Haendel comme le dit le texte "boit au torrent pendant la marche et c’est pourquoi il relève la tête".
Plus tard, bien plus tard, le Haendel du Messie et des fastes des couronnements utilisera encore les vagues tumultueuses libérées dans ce Dixit Dominus.

Dixit Dominus

Motet (Psaume 109) en sol mineur, composé à Rome en avril 1707.
Effectif : soprano, alto, chœur orchestre à cordes et basse continue.

Ce motet, car il s’agit d’un motet, comprend huit mouvements précédés d’une sorte d’ouverture. Il propose en vingt minutes une vision du triomphe du ciel.
Le premier chœur oppose un chœur conquérant avec des interventions solistes qui concertent avec les masses mises en jeu pour affirmer les paroles triomphales de l’Éternel. Ce chant de triomphe se retrouvera souvent chez le vieux Haendel.

Suivent deux arias d’église d’abord pour alto, "Virgam vintutis" et ensuite pour soprano, "Tecam principum".
Le climat, malgré les paroles dominatrices, a changé et la volupté sonore, la sensualité mélodique sont plus chants de cour que chants de triomphe.

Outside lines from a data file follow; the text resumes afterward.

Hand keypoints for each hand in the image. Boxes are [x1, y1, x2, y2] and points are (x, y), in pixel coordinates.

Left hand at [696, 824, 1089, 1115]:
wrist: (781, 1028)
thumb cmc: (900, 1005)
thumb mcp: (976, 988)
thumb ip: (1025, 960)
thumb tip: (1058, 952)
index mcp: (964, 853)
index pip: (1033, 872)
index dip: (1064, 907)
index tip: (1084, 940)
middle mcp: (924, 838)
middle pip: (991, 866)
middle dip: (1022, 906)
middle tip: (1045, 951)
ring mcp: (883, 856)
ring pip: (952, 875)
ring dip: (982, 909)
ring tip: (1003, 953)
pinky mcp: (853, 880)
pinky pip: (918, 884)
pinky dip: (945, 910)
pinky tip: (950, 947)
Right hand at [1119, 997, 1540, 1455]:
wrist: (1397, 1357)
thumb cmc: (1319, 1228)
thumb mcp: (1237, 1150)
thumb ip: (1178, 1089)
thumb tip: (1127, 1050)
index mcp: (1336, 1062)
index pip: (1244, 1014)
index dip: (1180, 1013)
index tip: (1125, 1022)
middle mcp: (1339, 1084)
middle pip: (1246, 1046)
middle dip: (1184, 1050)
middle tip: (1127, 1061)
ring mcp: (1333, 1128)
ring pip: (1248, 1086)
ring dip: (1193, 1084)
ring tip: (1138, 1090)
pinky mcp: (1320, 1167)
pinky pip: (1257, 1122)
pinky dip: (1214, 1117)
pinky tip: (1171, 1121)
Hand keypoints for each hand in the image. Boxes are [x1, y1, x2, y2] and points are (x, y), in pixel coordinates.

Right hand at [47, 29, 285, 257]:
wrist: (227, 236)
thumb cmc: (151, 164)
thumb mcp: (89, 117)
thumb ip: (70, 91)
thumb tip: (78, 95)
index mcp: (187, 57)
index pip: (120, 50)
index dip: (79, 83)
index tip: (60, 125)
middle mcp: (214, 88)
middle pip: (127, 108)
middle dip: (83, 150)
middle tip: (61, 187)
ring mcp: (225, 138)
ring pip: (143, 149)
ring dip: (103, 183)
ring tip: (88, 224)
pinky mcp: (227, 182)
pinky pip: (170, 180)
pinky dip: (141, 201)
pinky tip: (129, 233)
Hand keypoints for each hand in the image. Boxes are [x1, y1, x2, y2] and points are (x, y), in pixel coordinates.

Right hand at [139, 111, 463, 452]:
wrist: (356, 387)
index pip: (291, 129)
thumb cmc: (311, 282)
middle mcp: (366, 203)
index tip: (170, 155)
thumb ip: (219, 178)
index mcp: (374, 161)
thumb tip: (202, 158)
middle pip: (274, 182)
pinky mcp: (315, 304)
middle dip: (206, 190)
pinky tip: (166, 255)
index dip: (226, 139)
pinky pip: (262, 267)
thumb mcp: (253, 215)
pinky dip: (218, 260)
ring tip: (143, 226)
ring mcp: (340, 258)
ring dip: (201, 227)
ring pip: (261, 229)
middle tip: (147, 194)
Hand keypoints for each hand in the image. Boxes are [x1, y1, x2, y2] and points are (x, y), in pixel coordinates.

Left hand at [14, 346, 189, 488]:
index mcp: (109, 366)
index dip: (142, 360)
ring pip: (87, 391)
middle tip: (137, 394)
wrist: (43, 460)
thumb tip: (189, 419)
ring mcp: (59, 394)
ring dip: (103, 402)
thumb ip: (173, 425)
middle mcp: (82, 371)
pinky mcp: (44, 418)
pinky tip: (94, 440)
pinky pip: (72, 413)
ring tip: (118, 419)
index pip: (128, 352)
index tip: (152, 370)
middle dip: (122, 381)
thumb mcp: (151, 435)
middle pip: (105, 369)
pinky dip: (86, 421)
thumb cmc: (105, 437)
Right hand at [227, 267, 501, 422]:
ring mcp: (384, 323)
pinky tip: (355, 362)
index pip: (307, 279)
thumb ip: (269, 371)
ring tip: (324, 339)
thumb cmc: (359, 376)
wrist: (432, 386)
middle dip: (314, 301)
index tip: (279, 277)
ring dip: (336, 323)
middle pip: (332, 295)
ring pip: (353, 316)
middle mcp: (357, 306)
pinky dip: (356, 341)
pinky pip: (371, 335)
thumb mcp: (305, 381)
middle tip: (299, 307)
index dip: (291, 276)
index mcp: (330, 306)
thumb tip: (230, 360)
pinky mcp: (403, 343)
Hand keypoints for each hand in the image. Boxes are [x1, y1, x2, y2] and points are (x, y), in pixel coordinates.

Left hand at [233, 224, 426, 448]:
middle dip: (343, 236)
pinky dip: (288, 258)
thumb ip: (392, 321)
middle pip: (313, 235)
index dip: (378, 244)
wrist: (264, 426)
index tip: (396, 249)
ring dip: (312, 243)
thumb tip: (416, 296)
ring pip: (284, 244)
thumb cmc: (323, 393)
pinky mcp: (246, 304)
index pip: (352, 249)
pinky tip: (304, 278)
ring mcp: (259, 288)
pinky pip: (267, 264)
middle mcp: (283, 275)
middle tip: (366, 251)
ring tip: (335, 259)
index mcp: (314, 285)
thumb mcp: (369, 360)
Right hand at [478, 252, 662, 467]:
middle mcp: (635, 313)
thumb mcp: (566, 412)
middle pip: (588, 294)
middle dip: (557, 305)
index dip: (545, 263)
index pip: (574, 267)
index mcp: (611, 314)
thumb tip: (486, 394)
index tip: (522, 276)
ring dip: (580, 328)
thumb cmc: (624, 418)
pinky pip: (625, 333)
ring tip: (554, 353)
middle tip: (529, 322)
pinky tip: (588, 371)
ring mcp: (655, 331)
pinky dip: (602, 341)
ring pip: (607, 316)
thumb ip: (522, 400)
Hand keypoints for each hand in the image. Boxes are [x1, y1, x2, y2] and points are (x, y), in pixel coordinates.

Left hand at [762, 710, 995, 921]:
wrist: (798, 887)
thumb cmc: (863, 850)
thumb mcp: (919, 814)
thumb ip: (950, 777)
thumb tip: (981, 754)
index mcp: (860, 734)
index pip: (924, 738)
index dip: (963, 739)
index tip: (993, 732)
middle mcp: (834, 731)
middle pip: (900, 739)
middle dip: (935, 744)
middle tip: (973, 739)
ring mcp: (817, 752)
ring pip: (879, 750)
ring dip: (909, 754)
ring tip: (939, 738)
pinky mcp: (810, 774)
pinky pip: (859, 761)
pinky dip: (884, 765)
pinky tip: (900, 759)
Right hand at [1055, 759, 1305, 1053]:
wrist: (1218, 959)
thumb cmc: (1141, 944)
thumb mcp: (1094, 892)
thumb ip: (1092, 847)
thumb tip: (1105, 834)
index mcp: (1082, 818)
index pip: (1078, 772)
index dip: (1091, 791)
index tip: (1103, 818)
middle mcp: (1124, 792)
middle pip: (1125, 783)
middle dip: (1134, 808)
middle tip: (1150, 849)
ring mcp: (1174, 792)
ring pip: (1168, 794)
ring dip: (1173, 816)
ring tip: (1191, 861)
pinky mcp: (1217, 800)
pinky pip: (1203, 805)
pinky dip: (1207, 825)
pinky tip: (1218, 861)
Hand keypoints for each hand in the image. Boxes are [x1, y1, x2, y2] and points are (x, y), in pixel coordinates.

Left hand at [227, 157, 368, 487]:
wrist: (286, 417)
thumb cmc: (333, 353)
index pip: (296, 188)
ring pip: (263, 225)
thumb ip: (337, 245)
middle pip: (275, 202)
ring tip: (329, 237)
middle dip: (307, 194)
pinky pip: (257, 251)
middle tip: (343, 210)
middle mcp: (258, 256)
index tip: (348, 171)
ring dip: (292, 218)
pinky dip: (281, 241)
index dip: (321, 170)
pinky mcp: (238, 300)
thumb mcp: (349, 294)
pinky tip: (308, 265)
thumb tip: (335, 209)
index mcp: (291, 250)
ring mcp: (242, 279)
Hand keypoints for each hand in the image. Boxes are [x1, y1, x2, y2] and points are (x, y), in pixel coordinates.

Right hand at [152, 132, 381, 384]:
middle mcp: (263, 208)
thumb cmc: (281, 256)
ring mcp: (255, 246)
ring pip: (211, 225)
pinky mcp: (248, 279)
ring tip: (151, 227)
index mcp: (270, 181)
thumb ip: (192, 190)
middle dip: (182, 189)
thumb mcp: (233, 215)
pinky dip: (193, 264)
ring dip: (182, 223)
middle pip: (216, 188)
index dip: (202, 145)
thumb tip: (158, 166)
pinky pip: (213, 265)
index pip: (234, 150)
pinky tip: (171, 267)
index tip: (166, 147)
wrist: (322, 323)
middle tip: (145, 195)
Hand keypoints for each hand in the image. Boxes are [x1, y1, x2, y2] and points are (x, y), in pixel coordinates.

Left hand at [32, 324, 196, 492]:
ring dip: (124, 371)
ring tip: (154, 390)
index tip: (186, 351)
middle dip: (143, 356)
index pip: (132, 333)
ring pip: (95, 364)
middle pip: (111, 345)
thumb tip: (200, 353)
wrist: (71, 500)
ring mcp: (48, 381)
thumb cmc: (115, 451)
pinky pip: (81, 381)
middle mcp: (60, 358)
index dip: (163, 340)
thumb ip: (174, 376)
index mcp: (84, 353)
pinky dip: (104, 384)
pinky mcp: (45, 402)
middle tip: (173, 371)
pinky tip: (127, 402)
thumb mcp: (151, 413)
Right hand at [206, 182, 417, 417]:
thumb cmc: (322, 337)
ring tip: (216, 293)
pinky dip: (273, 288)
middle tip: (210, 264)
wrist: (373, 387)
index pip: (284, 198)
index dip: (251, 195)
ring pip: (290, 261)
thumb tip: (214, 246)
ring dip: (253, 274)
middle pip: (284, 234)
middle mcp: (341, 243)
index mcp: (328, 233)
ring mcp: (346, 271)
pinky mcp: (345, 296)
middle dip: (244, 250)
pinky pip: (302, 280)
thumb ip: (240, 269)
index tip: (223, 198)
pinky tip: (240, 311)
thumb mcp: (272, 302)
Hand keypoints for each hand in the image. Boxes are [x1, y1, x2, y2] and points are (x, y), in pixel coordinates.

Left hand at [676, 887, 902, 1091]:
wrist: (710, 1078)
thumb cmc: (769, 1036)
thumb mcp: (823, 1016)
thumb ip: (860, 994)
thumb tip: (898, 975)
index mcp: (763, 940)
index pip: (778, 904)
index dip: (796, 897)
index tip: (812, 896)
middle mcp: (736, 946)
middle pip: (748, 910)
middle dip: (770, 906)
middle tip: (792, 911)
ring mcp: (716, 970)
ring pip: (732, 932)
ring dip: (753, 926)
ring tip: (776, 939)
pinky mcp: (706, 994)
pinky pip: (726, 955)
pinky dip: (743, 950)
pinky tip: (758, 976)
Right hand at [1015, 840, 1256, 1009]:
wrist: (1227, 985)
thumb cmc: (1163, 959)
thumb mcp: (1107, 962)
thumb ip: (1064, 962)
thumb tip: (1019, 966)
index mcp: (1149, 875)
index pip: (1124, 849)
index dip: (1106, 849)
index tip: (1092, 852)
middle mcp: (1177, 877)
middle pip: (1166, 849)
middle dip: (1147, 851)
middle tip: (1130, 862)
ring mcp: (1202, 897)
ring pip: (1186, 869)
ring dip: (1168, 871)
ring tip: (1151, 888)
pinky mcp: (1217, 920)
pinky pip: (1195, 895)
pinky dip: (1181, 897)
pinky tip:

Vocalises, dialogues concertants incessants avec l’accompagnement soit de basses pour le premier, soit des violons pour le second forment la magie sonore de cette musique qui laisse la gloire pour dérouler le chaud velours du présent.
Le chœur reprend la parole pour quitter les joies de l’opéra et réaffirmer la promesse de l’Éternel, mais ce mouvement "Juravit Dominus" est aussi étonnant.
Mélangeant des moments suspendus avec une allègre polyphonie Haendel intrigue par de biens étranges sortilèges harmoniques.
Cette promesse de Dieu est criée, chuchotée aussi avec de grands silences.

Le cinquième mouvement "Tu es sacredo" lui aussi dévoile au chœur, est bien plus orthodoxe, et utilise le style antique où fleurit le contrepoint.
Le sixième mouvement ainsi que le septième retrouve la forme du chœur avec intervention des solistes.
Musique fuguée avec de nombreux effets figuratifs elle utilise souvent le décalage entre voix et les effets saisissants sur certains mots (droite, brisure des rois, justice, mine…). L’orchestre à cordes se renvoie le commentaire, et les solistes font des entrées fuguées.
Dans le sixième mouvement un moment superbe se déroule de façon haletante, répétitive et obsédante sur le texte "il brise les têtes sur toute l’étendue du pays".
Ce passage qui rompt totalement avec le reste est extraordinairement saisissant et décrit la justice de Dieu en faisant entendre le bruit des os qui se brisent.

Ce sommet de l’œuvre, le plus long plus de huit minutes, laisse la place à une pastorale pour le septième mouvement. L’envolée de la soprano, puis de la contralto ne s’oublient pas, des portes d’ailleurs se sont ouvertes, un avant-goût d’éternité ou de paradis sans doute.

Le "Gloria Patrie" conclusif est aussi introduit par les solistes avant que ne soit bouclée l’œuvre par un rappel des motifs initiaux, et l’œuvre s’achève en grande pompe solennelle.
Les deux portiques du motet sont donc le début et la fin déjà du futur Haendel bâtisseur de fresques sonores, le reste baigne dans l’innocence d’une musique ensoleillée, amoureuse des voix lumineuses autant que de la gloire de Dieu.

Souffle et couleur, irruption de lumière le Dixit Dominus de Haendel déchire la nuit en nous et au milieu du temps annonce un grand compositeur autant que la parole divine.